### WORK TO COMPLETE
Search the data for the string "give" and gather each line it is in.

——————

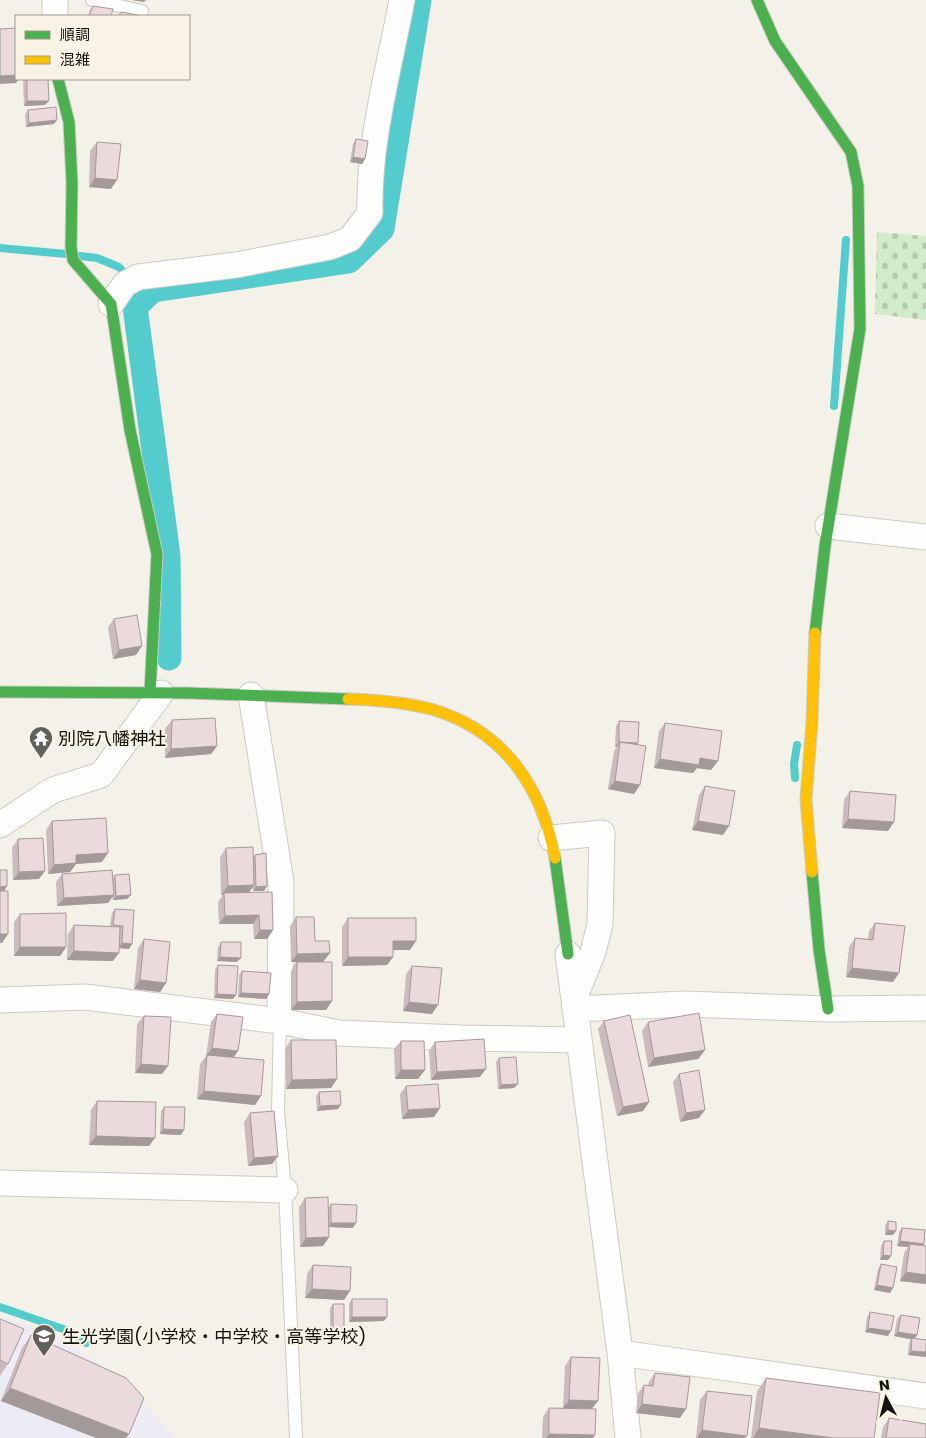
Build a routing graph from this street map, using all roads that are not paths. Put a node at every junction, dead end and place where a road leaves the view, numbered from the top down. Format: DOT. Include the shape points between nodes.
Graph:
graph roads {
  1 [pos="55,0"];
  2 [pos="92,0"];
  3 [pos="402,0"];
  4 [pos="757,0"];
  5 [pos="142,12"];
  6 [pos="55,15"];
  7 [pos="58,80"];
  8 [pos="125,289"];
  9 [pos="828,526"];
  10 [pos="926,537"];
  11 [pos="0,692"];
  12 [pos="156,693"];
  13 [pos="251,695"];
  14 [pos="0,825"];
  15 [pos="551,838"];
  16 [pos="568,954"];
  17 [pos="0,1000"];
  18 [pos="575,1004"];
  19 [pos="926,1008"];
  20 [pos="828,1009"];
  21 [pos="280,1021"];
  22 [pos="579,1040"];
  23 [pos="0,1183"];
  24 [pos="285,1190"];
  25 [pos="620,1353"];
  26 [pos="926,1396"];
  27 [pos="296,1438"];
  28 [pos="628,1438"];
  1 -- 6 [label="street"];
  2 -- 5 [label="lane"];
  3 -- 8 [label="street" via="378,125 370,213 350,239 330,247"];
  4 -- 9 [label="street" via="775,41 851,152 858,186 860,329"];
  7 -- 8 [label="street" via="68,122 72,254"];
  8 -- 12 [label="street" via="130,430 157,554"];
  9 -- 10 [label="street"];
  9 -- 20 [label="street" via="815,636 806,798 819,950"];
  11 -- 12 [label="street"];
  12 -- 13 [label="street"];
  12 -- 14 [label="street" via="101,775 53,790"];
  13 -- 15 [label="street" via="397,703 431,709 464,721 509,756 539,802"];
  13 -- 21 [label="street" via="281,882"];
  15 -- 16 [label="street"];
  15 -- 18 [label="street" via="602,833 600,924"];
  16 -- 18 [label="street"];
  17 -- 21 [label="street" via="84,997"];
  18 -- 20 [label="street"];
  18 -- 22 [label="street"];
  19 -- 20 [label="street"];
  21 -- 22 [label="street" via="339,1033"];
  21 -- 24 [label="lane" via="278,1111"];
  22 -- 25 [label="street"];
  23 -- 24 [label="street"];
  24 -- 27 [label="lane"];
  25 -- 26 [label="street"];
  25 -- 28 [label="street"];
}
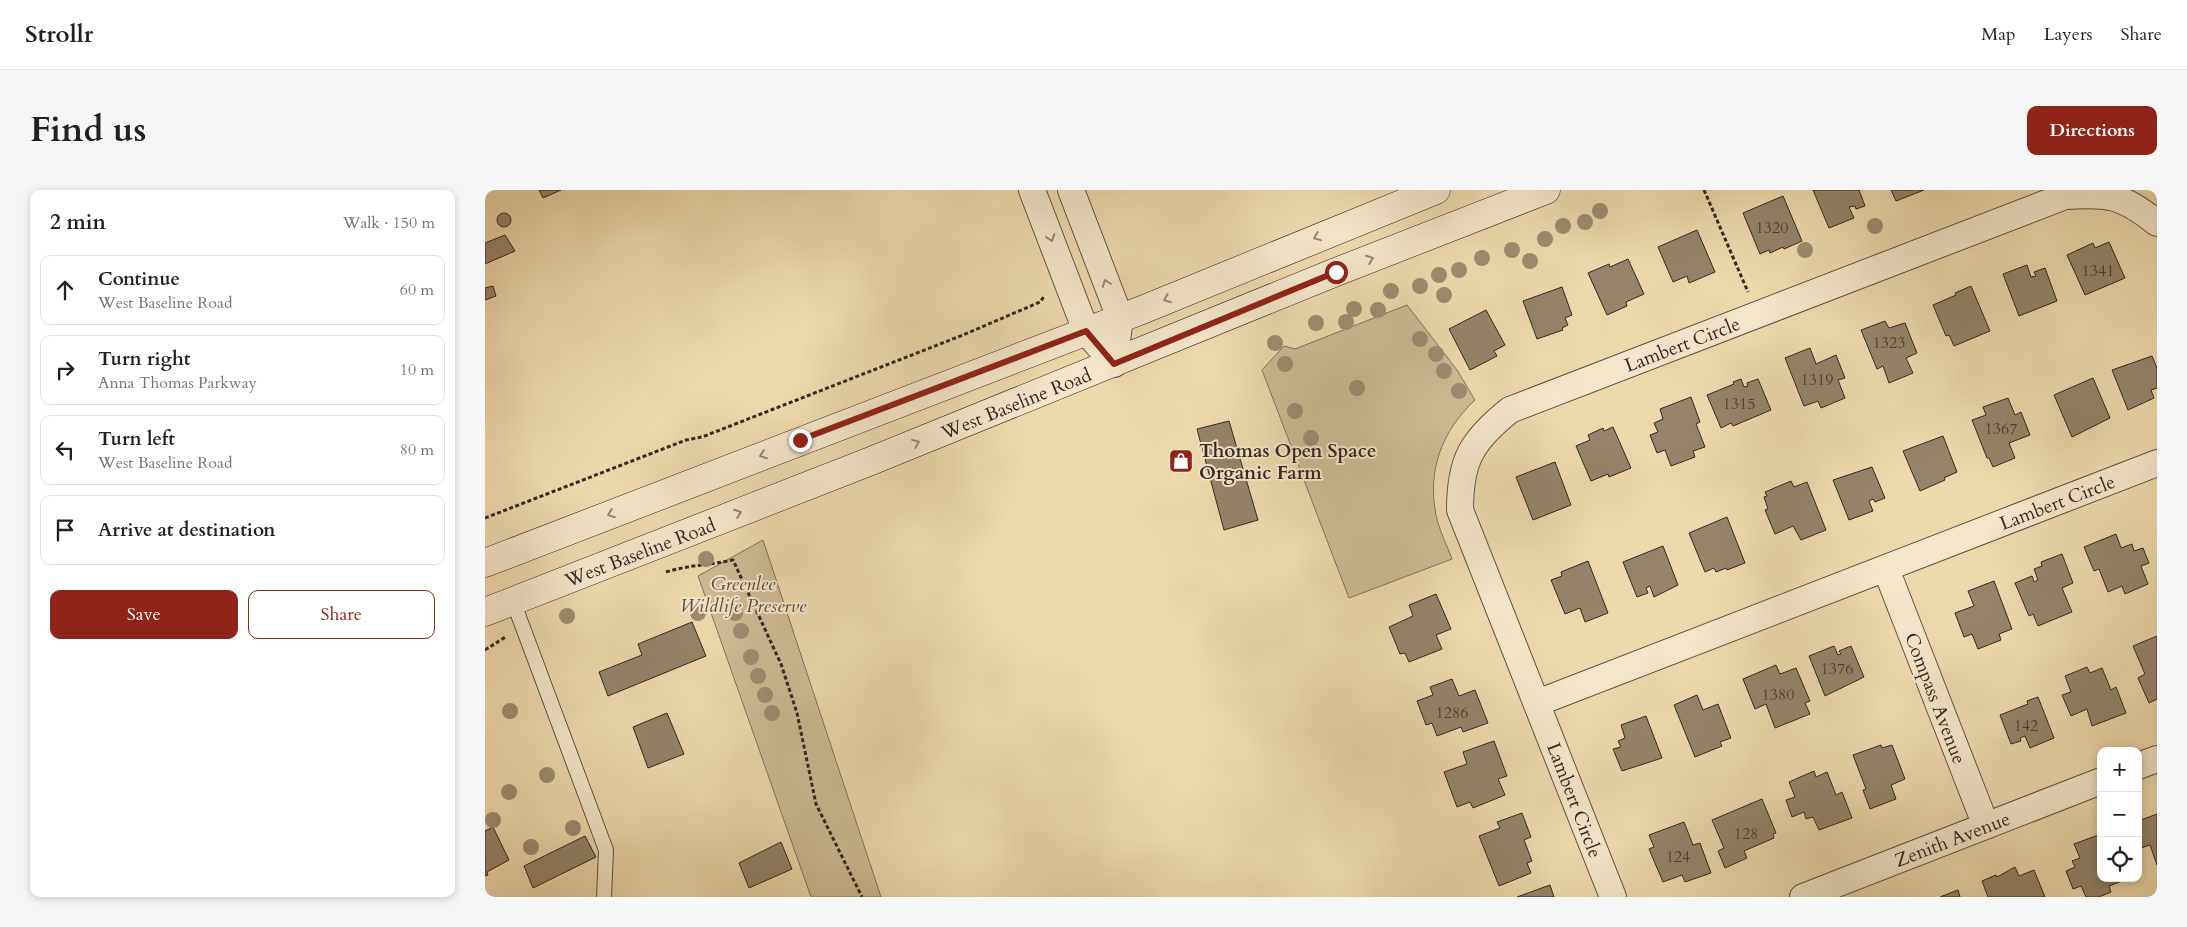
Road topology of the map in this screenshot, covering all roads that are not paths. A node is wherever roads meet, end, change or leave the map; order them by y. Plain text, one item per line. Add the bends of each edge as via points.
1 (1032, 190) edge
2 (1071, 190) edge
3 (1436, 190) edge
4 (1546, 190) edge
5 (2157, 223) edge
6 (1119, 318) junction
7 (1086, 331) junction
8 (1114, 364) junction
9 (2157, 463) edge
10 (485, 563) edge
11 (1886, 569) junction
12 (513, 601) junction
13 (485, 612) edge
14 (1537, 703) junction
15 (2157, 759) edge
16 (2142, 765) edge
17 (2097, 783) edge
18 (1986, 826) junction
19 (604, 897) edge
20 (1613, 897) edge
21 (1803, 897) edge

1 -> 7 street
6 -> 2 street
3 -> 6 main road
8 -> 4 main road, West Baseline Road
5 - 14 street, Lambert Circle via 2133,204 2100,194 2065,196 1509,410 1491,425 1463,466 1460,510
6 - 7 main road
6 - 8 street
7 - 8 street
7 -> 10 main road
12 -> 8 main road, West Baseline Road
9 - 11 street, Lambert Circle
11 - 14 street, Lambert Circle
11 - 18 street, Compass Avenue
12 - 13 main road, West Baseline Road
12 - 19 lane via 606,850
14 - 20 street, Lambert Circle
15 - 16 street
17 - 18 street, Zenith Avenue
18 - 21 street, Zenith Avenue

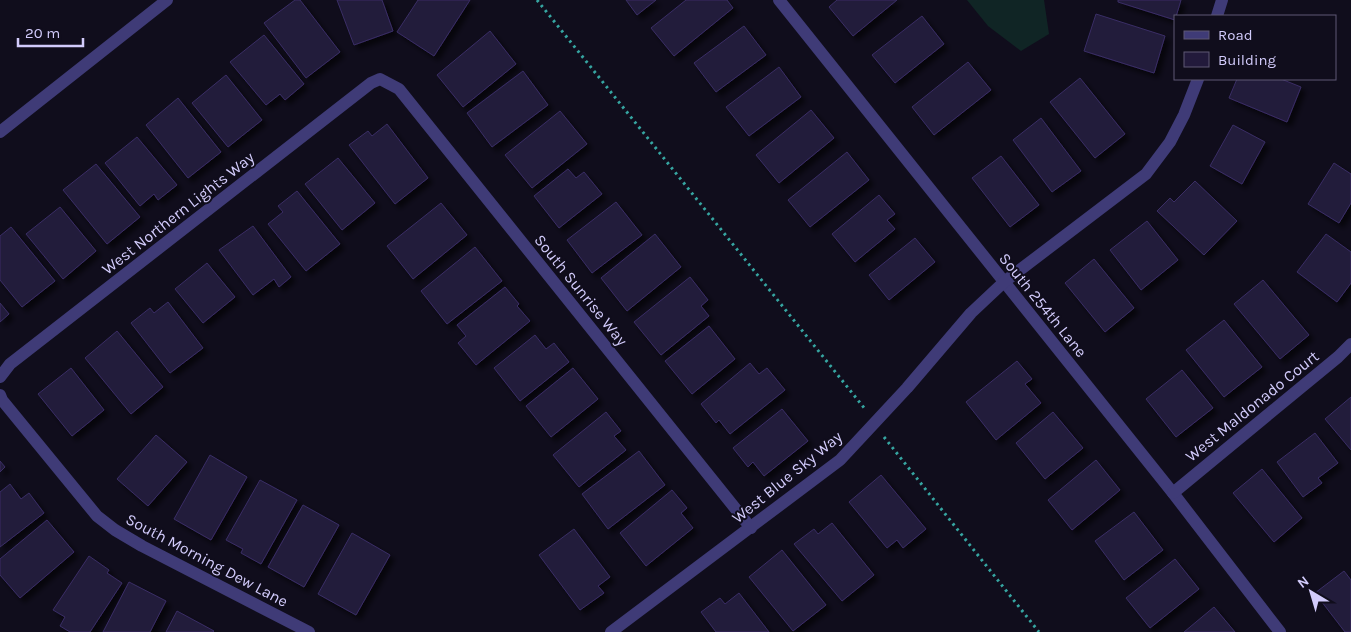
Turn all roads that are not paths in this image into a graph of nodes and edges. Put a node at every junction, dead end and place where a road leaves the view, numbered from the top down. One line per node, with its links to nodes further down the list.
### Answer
1 (167, 0): 7 (street)
2 (779, 0): 8 (street, South 254th Lane)
3 (1222, 0): 4 (street)
4 (1217, 15)
5 (380, 79): 10 (street, West Northern Lights Way); 13 (street, South Sunrise Way)
6 (1198, 80): 8 (street, West Blue Sky Way)
7 (0, 132)
8 (1004, 282): 12 (street, South 254th Lane); 13 (street, West Blue Sky Way)
9 (1351, 344): 12 (street, West Maldonado Court)
10 (0, 377)
11 (0, 395): 14 (street, South Morning Dew Lane)
12 (1173, 493): 16 (street, South 254th Lane)
13 (751, 528): 15 (street, West Blue Sky Way)
14 (310, 632)
15 (611, 632)
16 (1280, 632)

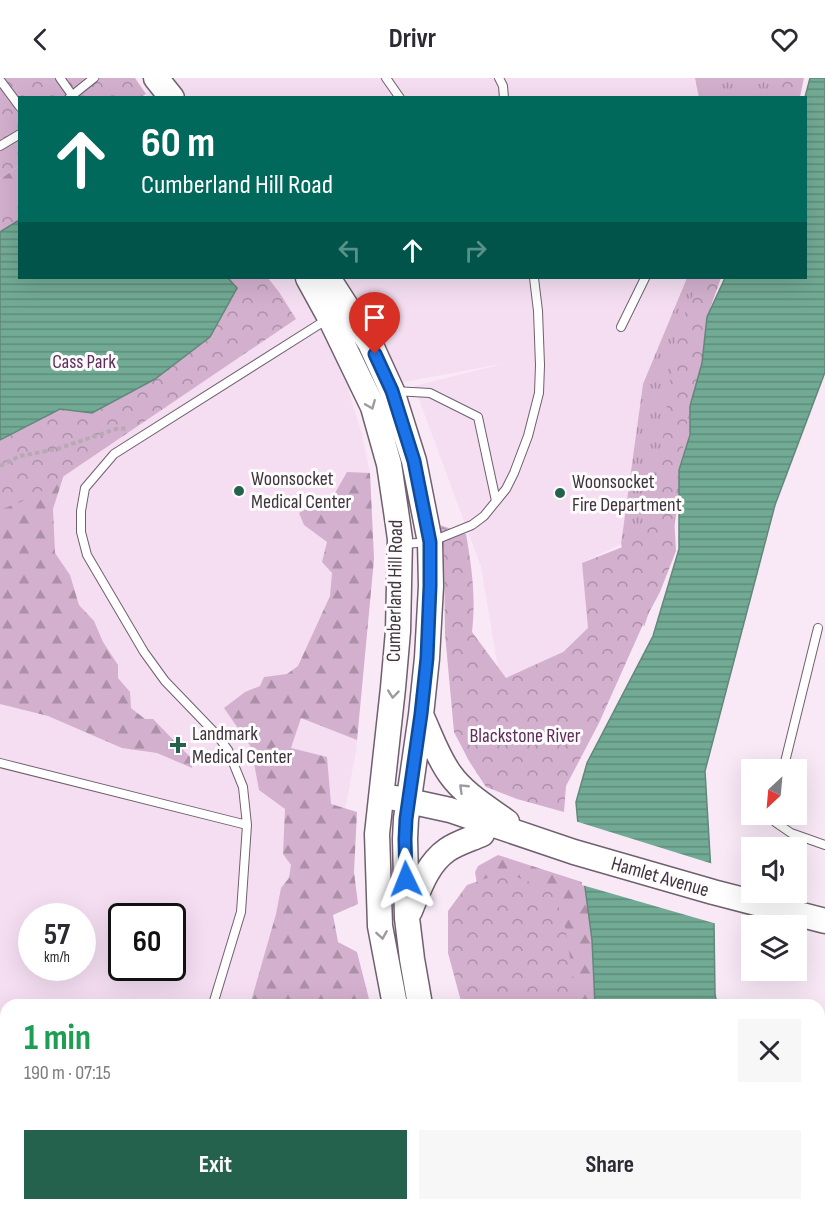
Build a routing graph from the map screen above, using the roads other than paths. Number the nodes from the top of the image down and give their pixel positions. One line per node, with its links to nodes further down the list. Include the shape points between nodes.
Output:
1 (60, 78): 7 (lane)
2 (94, 78): 7 (lane)
3 (156, 78): 8 (main road)
4 (386, 78): 9 (lane)
5 (499, 78): 10 (lane)
6 (0, 80): 11 (lane)
7 (71, 96)
8 (170, 96)
9 (399, 96)
10 (504, 96)
11 (18, 104)
12 (18, 135): 13 (lane)
13 (0, 146)
14 (309, 279): 18 (main road, Cumberland Hill Road)
15 (329, 279): 20 (main road, Cumberland Hill Road, via 370,343)
16 (534, 279): 21 (lane, via 539,393 514,473)
17 (645, 279): 19 (lane)
18 (330, 318): 23 (main road, Cumberland Hill Road, one-way to 23, via 373,407 389,464); 30 (lane, via 114,454 85,488 81,511 87,555 149,659 228,750 243,787)
19 (621, 327)
20 (392, 391): 21 (lane, via 430,393 478,417); 22 (main road, Cumberland Hill Road, via 414,461)
21 (496, 501): 22 (lane, via 472,525)
22 (430, 542): 23 (lane); 25 (main road, Cumberland Hill Road, via 427,658)
23 (399, 545): 28 (main road, Cumberland Hill Road, one-way to 28, via 398,631)
24 (818, 628): 26 (lane)
25 (421, 714): 29 (main road, Cumberland Hill Road); 33 (main road, one-way to 25, via 450,775)
26 (786, 759)
27 (0, 763): 30 (lane)
28 (380, 805): 29 (main road, Hamlet Avenue); 38 (main road, Cumberland Hill Road, one-way to 38, via 380,926)
29 (407, 810): 32 (main road, Hamlet Avenue, via 429,822); 33 (main road, Hamlet Avenue, via 450,810); 35 (main road, Cumberland Hill Road)
30 (247, 825): 37 (lane, via 240,912)
31 (779, 825): 34 (lane)
32 (482, 834): 33 (main road, Hamlet Avenue); 35 (main road, via 448,849 436,859 421,882)
33 (526, 836): 36 (main road, Hamlet Avenue)
34 (825, 845)
35 (407, 918): 39 (main road, Cumberland Hill Road)
36 (825, 921)
37 (216, 999)
38 (394, 999)
39 (419, 999)

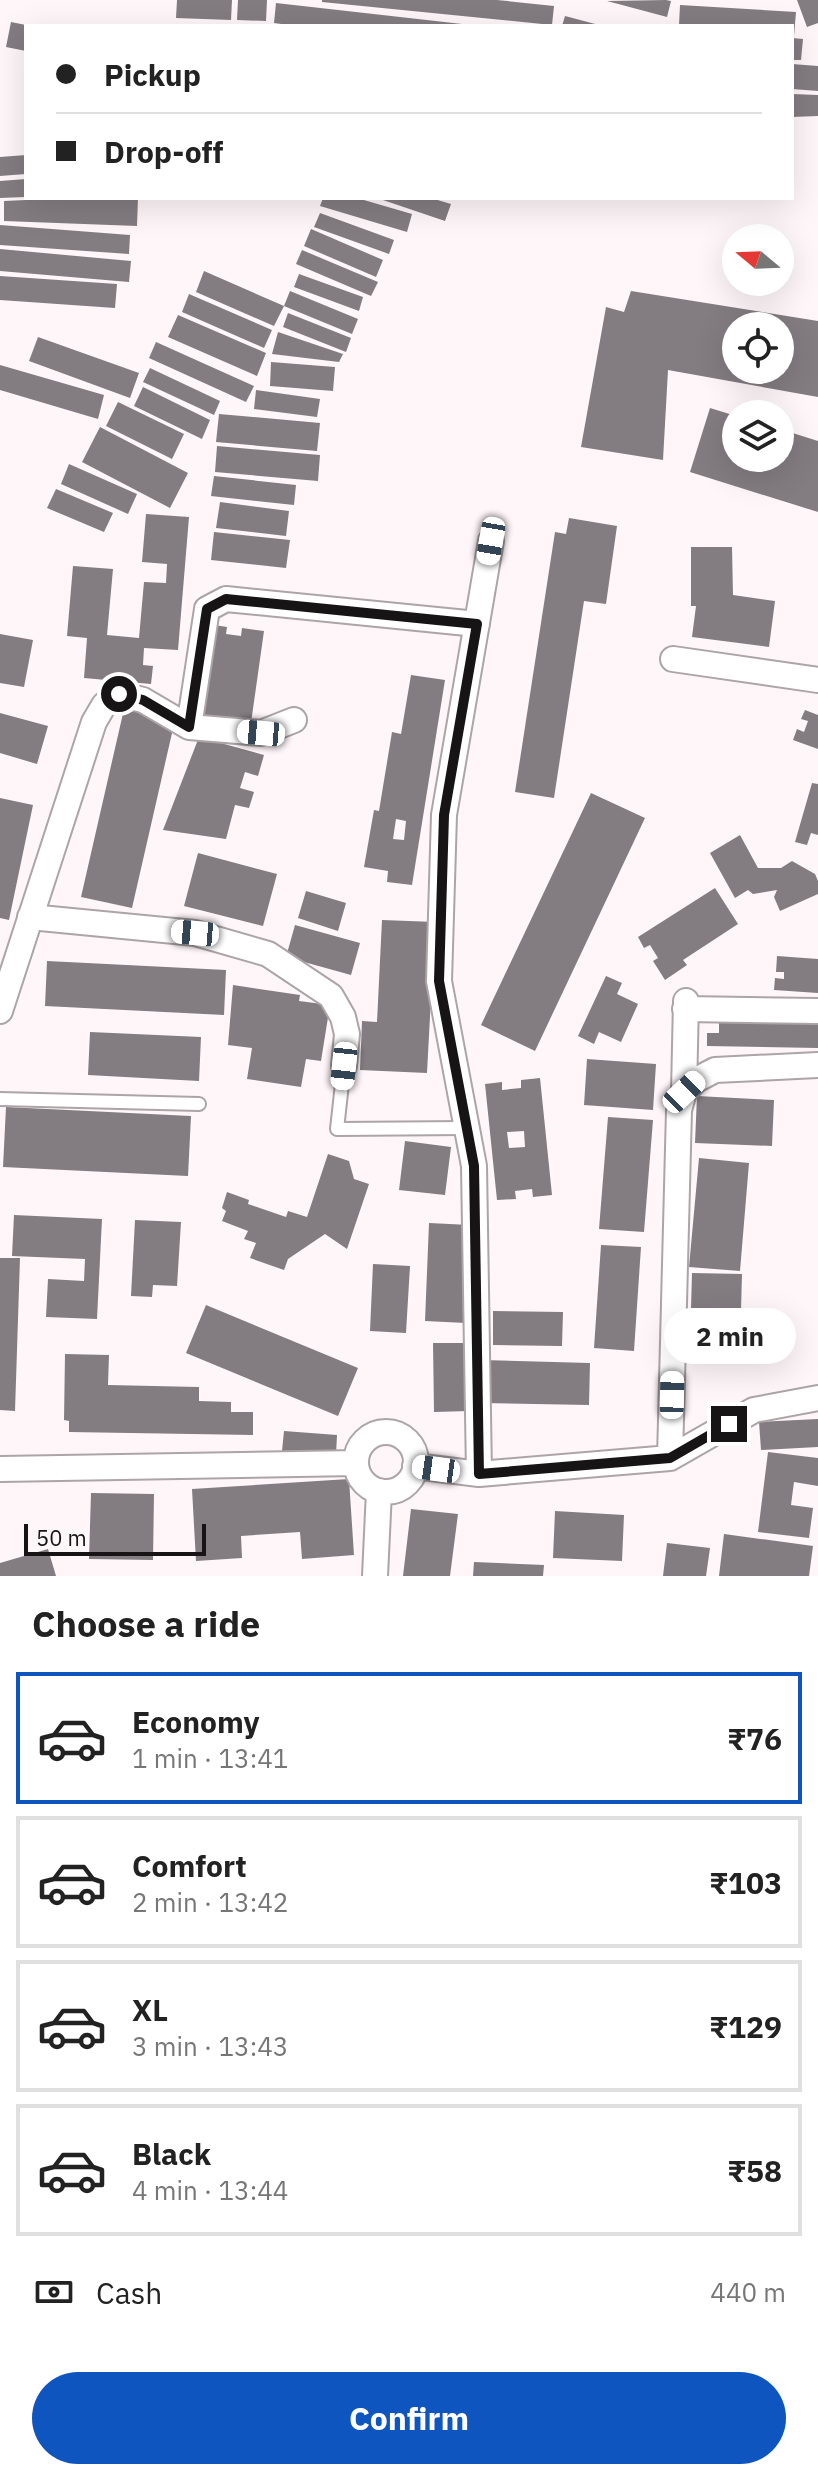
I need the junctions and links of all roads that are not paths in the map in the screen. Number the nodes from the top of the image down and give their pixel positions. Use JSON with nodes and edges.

——————

### TASK OUTPUT
Build a routing graph from the map screen above, using the roads other than paths. Number the nodes from the top of the image down and give their pixel positions. One line per node, with its links to nodes further down the list. Include the shape points between nodes.
I need the junctions and links of all roads that are not paths in the map in the screen. Number the nodes from the top of the image down and give their pixel positions. Use JSON with nodes and edges.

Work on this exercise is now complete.